If you’re a dog owner who likes rules, or you expect a dog to be seen and not heard, show respect to the humans as their pack leader or expect them to act like obedient robots, you would hate this home.
It’s chaos in this house and the chaos is largely to do with the conduct of the dogs, with Holly (our puppy farm survivor and the smallest Yorkie) right in the middle inciting riots that she might in some way benefit from and she usually does. And there’s positive reinforcement in a nutshell.
Choices are so vitally important to our dogs and in fact they have very few, we chose them after all, they didn’t choose us. Even when we offer them a happy home with plenty of love, they still have few choices.
Think about the freedom we have. We might think we are stuck for a multitude of reasons, money, relationships, people or necessity all give us the impression that we have little choice. On a wider scale, government, taxes and world politics allow sinister beliefs to grow, beliefs that tell us that we are stuck when really, 99% of the time we are not. We have options. We can study, change jobs, change relationships, move home or even move to another country if we want to. Yet our minds have given us the illusion of lack of choice.
Dogs on the other hand, they do have little choice, particularly in the UK and other countries where they are heavily “owned” by people. Dogs can’t move home, change their daily routine, decide what we buy them to eat go out for a walk when they feel like it or decide they are fed up of an abusive relationship (if they find themselves in one) and leave. Dogs are pretty much at our mercy. In addition to this we have for so long been taught that any freedom of thinking or behaviour from them represents dominance and must be met with further boundaries, even punishment.

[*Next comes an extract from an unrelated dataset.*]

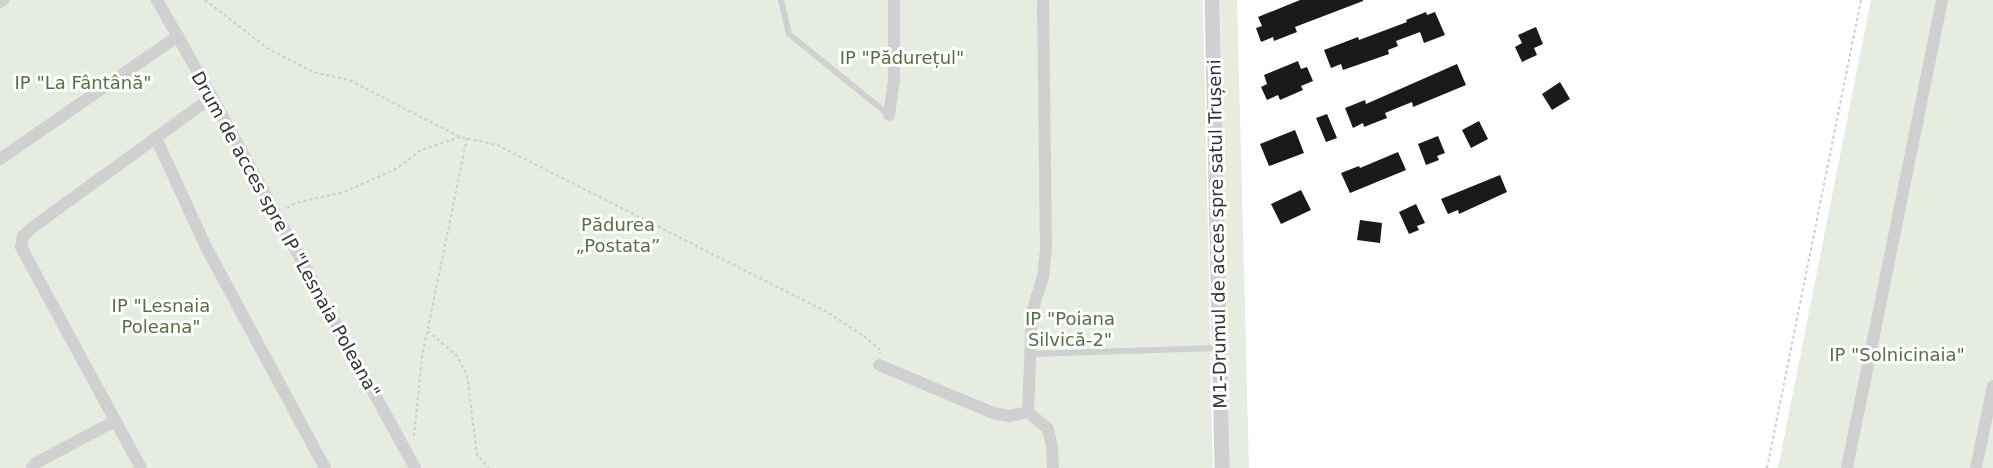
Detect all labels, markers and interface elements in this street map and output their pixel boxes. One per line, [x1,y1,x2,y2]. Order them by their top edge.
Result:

Thankfully things are changing, people are starting to recognise that it’s OK for a dog to show individual sparkle and make requests that are important to them. The term obedience is being cast out with the demons and replaced with life skills and manners. We are beginning to stop issuing commands and instead teaching cues, through positive lessons, games and dogs are being encouraged to be themselves.
In amongst all this positive change is an emerging practice of learning and living through choices, which makes my heart sing.